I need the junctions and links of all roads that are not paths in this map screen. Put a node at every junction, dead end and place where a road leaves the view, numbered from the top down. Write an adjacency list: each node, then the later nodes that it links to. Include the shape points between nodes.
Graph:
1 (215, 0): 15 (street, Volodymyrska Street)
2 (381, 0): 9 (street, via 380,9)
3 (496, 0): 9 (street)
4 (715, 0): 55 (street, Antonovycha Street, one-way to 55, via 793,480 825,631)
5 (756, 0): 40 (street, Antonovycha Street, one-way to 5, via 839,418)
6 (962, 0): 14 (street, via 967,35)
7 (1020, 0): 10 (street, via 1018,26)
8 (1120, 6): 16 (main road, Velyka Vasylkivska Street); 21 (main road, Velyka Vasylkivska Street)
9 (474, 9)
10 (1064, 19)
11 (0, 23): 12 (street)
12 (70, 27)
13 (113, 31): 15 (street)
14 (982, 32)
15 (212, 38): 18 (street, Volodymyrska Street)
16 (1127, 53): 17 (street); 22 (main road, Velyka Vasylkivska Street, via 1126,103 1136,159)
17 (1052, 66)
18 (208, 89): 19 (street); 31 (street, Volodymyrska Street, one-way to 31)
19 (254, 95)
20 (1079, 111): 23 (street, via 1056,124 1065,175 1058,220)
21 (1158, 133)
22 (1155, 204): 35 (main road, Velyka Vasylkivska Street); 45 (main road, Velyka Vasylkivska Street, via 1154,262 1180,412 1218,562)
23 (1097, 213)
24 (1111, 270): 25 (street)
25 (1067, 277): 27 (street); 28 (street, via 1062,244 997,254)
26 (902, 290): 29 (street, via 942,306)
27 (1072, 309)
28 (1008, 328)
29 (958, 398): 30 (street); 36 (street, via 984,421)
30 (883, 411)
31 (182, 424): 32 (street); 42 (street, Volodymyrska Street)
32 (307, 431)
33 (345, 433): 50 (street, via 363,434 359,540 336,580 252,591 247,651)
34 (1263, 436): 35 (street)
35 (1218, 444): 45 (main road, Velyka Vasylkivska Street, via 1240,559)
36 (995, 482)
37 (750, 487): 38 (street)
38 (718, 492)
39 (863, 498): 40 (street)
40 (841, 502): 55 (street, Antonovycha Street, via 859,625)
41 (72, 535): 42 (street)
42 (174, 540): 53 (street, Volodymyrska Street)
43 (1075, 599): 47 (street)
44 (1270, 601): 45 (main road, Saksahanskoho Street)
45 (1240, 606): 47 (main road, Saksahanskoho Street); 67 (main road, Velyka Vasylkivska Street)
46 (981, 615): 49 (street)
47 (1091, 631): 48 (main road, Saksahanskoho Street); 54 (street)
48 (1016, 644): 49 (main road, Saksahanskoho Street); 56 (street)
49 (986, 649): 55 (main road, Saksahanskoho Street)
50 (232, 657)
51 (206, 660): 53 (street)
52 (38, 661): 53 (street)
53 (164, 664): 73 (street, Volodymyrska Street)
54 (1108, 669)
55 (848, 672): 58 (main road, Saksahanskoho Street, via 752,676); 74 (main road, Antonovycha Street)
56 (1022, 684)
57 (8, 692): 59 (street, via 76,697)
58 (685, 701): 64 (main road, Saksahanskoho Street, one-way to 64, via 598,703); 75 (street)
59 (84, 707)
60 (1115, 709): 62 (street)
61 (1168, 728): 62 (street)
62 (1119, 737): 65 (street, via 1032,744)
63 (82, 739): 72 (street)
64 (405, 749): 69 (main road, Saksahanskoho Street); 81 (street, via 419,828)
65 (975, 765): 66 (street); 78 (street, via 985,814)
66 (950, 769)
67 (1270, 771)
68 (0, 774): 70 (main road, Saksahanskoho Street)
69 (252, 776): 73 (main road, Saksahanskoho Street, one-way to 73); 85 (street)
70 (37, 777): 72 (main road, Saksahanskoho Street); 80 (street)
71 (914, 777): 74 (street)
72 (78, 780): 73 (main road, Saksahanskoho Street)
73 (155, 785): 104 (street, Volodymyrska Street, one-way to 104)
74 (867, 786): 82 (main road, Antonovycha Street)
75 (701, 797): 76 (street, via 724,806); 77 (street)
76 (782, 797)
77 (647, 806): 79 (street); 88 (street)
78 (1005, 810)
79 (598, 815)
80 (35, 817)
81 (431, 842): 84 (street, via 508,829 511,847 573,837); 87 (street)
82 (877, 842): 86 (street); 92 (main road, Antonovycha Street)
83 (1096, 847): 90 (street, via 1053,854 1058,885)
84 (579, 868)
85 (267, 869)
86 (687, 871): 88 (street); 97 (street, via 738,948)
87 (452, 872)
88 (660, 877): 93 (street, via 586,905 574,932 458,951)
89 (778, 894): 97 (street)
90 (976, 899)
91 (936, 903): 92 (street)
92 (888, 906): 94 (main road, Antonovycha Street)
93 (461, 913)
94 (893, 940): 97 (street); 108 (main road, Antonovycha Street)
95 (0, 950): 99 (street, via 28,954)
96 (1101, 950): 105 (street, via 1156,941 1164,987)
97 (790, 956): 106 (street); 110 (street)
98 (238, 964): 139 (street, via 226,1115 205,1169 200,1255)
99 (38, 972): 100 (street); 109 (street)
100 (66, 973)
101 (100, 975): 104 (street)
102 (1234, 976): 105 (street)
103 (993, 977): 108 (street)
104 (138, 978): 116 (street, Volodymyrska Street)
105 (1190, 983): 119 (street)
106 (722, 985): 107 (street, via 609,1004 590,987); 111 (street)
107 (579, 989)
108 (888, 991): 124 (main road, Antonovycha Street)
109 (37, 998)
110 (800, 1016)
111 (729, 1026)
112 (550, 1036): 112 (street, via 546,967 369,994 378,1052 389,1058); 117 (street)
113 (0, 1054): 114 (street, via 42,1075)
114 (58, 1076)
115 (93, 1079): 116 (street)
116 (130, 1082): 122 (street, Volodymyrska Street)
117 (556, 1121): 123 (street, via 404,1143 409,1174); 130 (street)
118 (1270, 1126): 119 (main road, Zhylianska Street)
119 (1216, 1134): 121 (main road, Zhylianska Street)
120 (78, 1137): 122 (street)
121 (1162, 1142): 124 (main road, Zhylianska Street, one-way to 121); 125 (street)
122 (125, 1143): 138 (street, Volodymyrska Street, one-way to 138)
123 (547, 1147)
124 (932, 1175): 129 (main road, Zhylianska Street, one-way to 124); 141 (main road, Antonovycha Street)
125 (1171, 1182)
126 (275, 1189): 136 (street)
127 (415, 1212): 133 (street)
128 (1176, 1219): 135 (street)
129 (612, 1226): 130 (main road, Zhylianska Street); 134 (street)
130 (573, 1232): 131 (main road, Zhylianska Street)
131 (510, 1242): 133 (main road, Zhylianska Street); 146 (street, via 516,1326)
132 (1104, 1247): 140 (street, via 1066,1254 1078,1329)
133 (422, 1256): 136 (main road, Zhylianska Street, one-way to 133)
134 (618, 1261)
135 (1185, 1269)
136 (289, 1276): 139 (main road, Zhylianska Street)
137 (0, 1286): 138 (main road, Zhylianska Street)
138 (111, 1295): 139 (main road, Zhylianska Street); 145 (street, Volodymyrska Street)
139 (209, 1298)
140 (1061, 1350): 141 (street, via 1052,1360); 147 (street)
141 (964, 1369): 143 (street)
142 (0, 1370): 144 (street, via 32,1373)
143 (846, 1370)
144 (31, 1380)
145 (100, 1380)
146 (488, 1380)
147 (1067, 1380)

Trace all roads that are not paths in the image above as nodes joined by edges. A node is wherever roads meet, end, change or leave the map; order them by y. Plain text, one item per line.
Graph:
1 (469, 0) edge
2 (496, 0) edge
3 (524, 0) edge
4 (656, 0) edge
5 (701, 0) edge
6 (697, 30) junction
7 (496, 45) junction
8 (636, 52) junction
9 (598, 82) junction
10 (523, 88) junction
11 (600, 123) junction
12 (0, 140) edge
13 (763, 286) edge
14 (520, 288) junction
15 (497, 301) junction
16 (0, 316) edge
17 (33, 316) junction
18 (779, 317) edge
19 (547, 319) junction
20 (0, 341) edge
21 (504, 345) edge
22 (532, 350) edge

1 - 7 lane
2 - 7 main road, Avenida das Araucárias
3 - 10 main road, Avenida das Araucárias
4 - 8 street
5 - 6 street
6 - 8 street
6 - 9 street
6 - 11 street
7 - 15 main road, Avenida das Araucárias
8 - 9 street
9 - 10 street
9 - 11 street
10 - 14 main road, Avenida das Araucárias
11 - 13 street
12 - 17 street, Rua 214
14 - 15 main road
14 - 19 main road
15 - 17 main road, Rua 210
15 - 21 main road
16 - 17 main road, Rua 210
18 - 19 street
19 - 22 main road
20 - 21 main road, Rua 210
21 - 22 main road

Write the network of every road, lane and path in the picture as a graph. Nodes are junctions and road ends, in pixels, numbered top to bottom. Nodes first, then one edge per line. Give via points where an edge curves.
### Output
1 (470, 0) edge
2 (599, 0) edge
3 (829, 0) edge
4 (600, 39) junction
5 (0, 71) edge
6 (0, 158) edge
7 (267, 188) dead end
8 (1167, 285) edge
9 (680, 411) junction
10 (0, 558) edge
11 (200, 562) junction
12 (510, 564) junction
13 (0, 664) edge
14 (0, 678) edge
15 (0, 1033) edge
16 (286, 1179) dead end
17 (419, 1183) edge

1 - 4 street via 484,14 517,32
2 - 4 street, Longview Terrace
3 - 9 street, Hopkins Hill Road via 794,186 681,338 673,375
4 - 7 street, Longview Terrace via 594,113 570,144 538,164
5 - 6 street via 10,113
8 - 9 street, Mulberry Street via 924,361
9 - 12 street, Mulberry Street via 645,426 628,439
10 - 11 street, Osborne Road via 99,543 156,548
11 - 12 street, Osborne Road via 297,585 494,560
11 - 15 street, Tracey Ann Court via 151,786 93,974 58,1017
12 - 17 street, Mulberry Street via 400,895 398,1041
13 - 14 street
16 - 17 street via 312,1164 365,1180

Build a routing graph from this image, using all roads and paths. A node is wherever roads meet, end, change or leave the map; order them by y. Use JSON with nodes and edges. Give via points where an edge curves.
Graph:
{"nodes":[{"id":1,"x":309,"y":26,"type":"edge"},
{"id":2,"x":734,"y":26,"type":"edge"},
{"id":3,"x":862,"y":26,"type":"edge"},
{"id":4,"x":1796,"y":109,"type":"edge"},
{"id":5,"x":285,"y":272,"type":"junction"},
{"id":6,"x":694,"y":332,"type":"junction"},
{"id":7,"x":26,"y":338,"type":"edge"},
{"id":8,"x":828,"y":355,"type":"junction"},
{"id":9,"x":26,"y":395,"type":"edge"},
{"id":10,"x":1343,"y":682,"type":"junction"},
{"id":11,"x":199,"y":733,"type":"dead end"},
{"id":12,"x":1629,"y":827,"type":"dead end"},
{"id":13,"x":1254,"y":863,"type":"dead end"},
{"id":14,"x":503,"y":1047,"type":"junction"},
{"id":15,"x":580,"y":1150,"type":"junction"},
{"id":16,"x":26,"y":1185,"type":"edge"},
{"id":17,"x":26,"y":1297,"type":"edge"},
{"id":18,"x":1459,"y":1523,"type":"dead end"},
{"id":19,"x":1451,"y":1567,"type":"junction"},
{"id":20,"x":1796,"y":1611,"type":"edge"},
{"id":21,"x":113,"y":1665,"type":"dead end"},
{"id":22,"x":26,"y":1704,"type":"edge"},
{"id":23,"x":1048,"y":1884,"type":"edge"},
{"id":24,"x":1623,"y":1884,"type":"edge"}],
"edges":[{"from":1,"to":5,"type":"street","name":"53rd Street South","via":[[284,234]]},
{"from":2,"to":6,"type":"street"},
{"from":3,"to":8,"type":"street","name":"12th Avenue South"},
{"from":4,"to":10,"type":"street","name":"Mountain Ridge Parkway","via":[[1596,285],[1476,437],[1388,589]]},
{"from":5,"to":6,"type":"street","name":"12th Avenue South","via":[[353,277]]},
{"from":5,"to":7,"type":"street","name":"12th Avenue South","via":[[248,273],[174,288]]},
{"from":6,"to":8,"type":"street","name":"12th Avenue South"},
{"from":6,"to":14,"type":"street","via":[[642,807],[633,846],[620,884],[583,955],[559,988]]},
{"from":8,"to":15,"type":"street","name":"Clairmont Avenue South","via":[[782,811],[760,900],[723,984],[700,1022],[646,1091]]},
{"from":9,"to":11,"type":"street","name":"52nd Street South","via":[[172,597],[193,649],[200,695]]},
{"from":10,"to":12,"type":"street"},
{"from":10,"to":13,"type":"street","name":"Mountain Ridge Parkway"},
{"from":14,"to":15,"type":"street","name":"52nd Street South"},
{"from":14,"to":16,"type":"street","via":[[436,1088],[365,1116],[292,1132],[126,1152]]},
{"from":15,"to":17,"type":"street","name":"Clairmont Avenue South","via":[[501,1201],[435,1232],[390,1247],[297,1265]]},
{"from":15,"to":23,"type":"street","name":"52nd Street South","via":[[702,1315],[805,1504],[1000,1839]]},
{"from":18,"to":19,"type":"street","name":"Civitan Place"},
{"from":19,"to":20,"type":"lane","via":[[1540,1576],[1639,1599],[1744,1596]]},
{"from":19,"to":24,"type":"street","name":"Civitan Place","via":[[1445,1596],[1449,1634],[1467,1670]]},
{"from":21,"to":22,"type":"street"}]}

────────────────────────────────────────

◆ **About this exercise**
Go through the material line by line and work out how many lines include the string "Parkway". Reply with the number only.

◆ **Task answer**
2